20 Then the mother of Zebedee’s sons came to Jesus with her sons and, kneeling down, asked a favor of him.
21 “What is it you want?” he asked.
She said, “Grant that one of these two sons of mine may sit at your right and the other at your left in your kingdom.”
22 “You don’t know what you are asking,” Jesus said to them. “Can you drink the cup I am going to drink?”
“We can,” they answered.
I am one of those Moms who thinks she knows better. I mean, I've lived way longer than my sons, so OF COURSE I know better. When they are going, I've already come back and then some. I'm not a young Mom. So, my age and experience help me know exactly what's going on and how it should be dealt with. If only they would listen to me and do what I say!!! If they would only accept that I know better and that my way is the best way!!!
The issue is, however, that not only do I believe I know better than my sons, which I do! But I also believe, often, that I know better than my Lord...
That's why I am such a nervous wreck all the time when it comes to my children. Because I believe it is up to me to make sure that they turn out ok. I always forget that it is not about my limited power, and that they don't belong to me. Even when I pray for them, I try to tell God how to direct their lives! I forget that my job is to love them, and that I must leave the plan for their lives in the hands of the One Who Created them and Who Calls Them His Own.
This is why I identify with the Mother in today's passage so well. I see me in her. I also would like to intercede for my two sons to see them one at each side of the Lord's Throne. Not realizing that "I don't know what I am asking..." given the opportunity, I would kneel down in front of Jesus and request the impossible. After all, we are invited to do so, right? "ask and you shall receive"? But, as I step back, I don't think this is what it means.
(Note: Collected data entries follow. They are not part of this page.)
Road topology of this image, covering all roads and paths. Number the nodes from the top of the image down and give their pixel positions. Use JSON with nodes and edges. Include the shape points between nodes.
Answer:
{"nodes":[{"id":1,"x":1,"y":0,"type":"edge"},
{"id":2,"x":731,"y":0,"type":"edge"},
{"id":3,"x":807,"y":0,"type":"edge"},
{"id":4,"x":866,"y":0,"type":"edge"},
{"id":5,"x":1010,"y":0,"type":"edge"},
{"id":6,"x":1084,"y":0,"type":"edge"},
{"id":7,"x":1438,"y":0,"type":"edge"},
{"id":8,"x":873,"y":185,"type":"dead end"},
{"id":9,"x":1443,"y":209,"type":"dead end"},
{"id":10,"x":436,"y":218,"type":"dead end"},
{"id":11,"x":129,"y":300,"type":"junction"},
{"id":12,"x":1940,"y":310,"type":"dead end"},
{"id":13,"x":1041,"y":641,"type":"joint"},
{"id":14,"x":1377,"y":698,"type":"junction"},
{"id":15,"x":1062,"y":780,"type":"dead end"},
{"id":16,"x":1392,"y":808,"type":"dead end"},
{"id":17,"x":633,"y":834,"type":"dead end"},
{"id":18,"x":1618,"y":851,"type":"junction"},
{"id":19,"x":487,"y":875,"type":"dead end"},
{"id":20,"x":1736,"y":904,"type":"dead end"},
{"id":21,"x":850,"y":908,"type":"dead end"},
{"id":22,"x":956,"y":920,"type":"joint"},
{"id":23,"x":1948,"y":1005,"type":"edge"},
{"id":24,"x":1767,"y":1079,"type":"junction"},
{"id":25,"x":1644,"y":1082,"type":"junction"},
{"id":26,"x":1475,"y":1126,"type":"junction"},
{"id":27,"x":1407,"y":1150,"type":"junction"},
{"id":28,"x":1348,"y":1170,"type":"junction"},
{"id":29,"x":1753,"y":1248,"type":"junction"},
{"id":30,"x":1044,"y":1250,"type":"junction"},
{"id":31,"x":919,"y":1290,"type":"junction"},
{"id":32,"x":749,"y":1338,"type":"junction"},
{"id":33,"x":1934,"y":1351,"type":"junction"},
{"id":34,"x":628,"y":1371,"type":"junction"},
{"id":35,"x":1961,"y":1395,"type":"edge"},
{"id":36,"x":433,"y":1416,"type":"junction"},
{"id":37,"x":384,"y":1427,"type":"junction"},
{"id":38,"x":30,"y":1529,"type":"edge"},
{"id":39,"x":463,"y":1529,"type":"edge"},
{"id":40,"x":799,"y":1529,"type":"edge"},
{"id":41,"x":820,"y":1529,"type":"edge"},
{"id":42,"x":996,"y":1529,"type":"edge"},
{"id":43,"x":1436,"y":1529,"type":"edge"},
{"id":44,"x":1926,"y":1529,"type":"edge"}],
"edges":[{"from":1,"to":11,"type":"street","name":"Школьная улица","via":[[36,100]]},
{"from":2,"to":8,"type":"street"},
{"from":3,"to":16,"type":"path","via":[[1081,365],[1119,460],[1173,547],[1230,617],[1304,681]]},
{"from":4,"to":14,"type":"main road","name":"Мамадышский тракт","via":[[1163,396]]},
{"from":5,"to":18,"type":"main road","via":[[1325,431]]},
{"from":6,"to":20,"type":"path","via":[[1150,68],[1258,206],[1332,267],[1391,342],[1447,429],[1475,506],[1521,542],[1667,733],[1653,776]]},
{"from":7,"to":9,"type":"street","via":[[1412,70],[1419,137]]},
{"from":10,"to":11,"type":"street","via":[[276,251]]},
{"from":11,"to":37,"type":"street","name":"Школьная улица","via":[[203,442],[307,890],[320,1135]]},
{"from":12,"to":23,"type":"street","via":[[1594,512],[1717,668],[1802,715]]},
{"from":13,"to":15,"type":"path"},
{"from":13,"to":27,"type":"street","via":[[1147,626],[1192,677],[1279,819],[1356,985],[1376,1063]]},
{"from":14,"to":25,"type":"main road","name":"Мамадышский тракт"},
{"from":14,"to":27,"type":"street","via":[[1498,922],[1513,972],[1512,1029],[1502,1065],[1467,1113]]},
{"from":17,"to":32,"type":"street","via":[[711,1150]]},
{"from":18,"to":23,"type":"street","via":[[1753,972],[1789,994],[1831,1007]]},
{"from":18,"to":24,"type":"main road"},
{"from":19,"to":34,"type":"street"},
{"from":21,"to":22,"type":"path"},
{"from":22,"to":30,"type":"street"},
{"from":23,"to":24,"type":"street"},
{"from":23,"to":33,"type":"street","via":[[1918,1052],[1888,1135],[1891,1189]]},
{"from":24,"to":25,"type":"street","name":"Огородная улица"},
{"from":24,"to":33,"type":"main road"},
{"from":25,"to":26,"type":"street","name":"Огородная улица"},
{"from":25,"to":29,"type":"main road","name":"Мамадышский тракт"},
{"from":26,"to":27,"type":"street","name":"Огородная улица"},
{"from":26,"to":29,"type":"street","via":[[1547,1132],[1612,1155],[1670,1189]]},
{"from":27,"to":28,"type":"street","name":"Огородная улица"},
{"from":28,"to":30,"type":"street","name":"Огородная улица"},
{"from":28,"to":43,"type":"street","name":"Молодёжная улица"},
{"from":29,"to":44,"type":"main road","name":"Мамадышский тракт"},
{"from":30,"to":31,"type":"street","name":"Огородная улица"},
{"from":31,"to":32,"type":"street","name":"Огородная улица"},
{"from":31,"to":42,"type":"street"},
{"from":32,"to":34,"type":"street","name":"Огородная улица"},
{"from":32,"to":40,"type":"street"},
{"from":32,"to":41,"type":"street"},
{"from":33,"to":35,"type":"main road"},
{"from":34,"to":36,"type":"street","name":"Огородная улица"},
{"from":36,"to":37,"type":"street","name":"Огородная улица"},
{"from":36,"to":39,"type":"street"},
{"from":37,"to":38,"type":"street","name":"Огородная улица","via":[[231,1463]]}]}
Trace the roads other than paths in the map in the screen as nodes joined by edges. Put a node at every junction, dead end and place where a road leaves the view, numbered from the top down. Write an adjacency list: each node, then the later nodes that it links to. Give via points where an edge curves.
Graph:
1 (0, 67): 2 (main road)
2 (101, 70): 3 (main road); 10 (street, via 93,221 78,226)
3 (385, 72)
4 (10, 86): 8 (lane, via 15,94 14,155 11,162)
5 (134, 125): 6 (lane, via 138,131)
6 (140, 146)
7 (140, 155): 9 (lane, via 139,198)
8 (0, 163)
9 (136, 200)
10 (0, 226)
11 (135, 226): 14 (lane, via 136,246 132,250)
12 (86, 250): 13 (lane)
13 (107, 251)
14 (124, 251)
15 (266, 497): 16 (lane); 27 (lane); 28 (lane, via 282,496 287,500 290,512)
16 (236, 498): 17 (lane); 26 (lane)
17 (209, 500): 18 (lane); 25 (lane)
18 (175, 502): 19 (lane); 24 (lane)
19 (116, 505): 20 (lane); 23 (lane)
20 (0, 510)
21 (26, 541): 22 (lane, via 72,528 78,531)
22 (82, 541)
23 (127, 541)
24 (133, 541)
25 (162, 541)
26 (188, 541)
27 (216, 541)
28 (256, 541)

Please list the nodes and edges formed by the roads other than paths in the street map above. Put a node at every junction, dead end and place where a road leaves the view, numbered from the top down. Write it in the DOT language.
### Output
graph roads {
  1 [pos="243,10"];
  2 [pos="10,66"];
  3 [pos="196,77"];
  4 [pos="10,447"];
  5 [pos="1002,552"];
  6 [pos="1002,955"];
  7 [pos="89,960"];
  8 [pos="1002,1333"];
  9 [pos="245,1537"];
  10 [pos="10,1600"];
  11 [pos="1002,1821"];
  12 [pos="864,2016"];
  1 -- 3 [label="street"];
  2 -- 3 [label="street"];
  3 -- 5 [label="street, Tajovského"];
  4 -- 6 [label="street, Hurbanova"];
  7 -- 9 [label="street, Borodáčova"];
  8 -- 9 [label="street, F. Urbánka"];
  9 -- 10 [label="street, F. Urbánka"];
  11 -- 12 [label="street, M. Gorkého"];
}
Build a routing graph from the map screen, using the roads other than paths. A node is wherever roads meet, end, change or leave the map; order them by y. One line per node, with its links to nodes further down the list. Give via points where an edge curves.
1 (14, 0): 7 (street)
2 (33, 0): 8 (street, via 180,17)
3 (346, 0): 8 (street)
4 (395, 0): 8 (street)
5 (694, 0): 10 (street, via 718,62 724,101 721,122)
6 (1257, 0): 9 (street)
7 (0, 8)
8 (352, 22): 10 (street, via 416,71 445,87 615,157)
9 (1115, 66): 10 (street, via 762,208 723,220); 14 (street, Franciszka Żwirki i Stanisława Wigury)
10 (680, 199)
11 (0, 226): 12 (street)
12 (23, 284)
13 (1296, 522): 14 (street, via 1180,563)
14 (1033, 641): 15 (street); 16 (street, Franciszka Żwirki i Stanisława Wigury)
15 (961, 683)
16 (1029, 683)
The Lord honors a Mother's prayer. He even did what His Mom said once or twice. Remember the wedding at Cana thing, with the water turned into wine? I mean, He even said to her how His time of public ministry hadn't started yet. It was almost like Jesus saying (not to be sacrilegious or anything): "come on woman, let me enjoy myself while I still can!" (John 2: 1-5) But He still did it! Why was, then, this Mother's request not appropriate? Probably because it was not made in the spirit of humility.
Can you imagine this Mother's sense of pride and self-righteousness later? "Look at MY SONS!!!" "See ... the ones sitting at each side of the Lord? Those are MY sons!" "Jesus gave them the place of highest honor because I asked Him!" "Aren't I just the best!!!???" "Look at MY sons! The ones in the honors roll! The ones up in the front! The one with the saxophone solos!!!! The one with the highest scores on the board!! The ones accepted to the best colleges. The ones with the best jobs. The ones with the best lives..." "And it's all because of MY efforts. Aren't I the best?"
Pride!
In this interaction of Jesus and a woman we see a blatant display of pride. It is no wonder that, even though Jesus treated the woman with respect and actually LISTENED to her rather than dismissing her or ignoring her as others would have...He was very firm and, as usual, used the opportunity as a teaching moment to teach a lesson mostly to her sons, that will last for the ages:
“You know that the rulers of the Gentiles lord it over them, and their high officials exercise authority over them. 26 Not so with you. Instead, whoever wants to become great among you must be your servant, 27 and whoever wants to be first must be your slave— 28 just as the Son of Man did not come to be served, but to serve, and to give his life as a ransom for many.”
(Matthew 20: 25-28)
How quickly do they/we forget!!! He had just said a parable in Matthew 20: 16 where the main message was: "So the last will be first, and the first will be last." And just a few steps later, James, John and their Mother are making such a request! I can't judge them, though, for I am guilty of doing the same many times too...
This is why today, I pray, the Lord teaches me the necessary humility to be a Mother who performs her God-given job with complete trust on the plans that He has designed for her children, and with a humble heart, she praises Him and worships Him for the gift that those children are...regardless of the place they hold or will hold in life. It is not about the worldly accomplishments. It is about belonging to the family of Christ!